Miranda Eva Stanyon – Resounding the Sublime

Describe your book

My book sets out to re-sound and review the aesthetic of the sublime through music, especially on what can seem like the sublime’s hometurf of literary studies and aesthetic theory. As a signature aesthetic category of modernity and postmodernity, concerned with astonishment, limits and the illimitable, there is a huge (it’s tempting to say: illimitable) literature on the sublime. But there are still surprisingly few monographs concerning music, although we know composers from Handel to Wagner (and many others) were received as sublime. I show that wrestling with music—as moving sound and as an art of harmony and measure—was integral to the sublime from the classical theory of Pseudo-Longinus through the growing vogue for the sublime in the Enlightenment and Romanticism, with writers such as Dryden, Dennis, Burke, Bodmer and Breitinger, Klopstock, Herder, and De Quincey. The book’s transdisciplinary, transmedial, comparative approach shows the sublime was always already resonant.

What is your favourite book?
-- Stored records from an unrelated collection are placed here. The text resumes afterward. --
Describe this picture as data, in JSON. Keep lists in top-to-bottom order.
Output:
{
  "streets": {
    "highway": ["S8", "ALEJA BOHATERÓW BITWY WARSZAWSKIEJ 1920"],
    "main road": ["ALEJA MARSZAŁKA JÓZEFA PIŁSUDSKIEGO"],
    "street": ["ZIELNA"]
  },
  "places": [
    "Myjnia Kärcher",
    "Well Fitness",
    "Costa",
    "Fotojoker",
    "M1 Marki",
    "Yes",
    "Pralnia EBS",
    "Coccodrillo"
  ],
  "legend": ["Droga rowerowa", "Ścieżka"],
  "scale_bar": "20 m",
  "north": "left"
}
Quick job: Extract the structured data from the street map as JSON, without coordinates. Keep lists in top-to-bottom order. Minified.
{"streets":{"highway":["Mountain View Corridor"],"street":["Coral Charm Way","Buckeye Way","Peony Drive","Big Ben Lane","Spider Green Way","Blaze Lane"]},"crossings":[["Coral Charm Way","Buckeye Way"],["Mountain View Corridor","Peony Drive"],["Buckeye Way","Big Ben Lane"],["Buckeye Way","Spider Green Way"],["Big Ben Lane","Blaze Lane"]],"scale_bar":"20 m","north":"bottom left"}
Why?

I often fall for the first book I read after semester ends. Last year it was The Left Hand of Darkness, balanced in one hand in half-darkened rooms while trying to get my new baby to sleep. I’d never read anything by Ursula Le Guin, in my anti-sci-fi snobbery, and I was captivated by the effortless creation of this heterotopos, by the blend of diplomatic intrigue and saga, and by the imagining of transformative encounter and relationship between alien and local protagonists. This is such an interesting moment for speculative and dystopian fiction, not least for comparatists—the problems of world literature appear in a different light next to ‘off-world’ and interstellar literature.

What is the last thing you read not for research/work?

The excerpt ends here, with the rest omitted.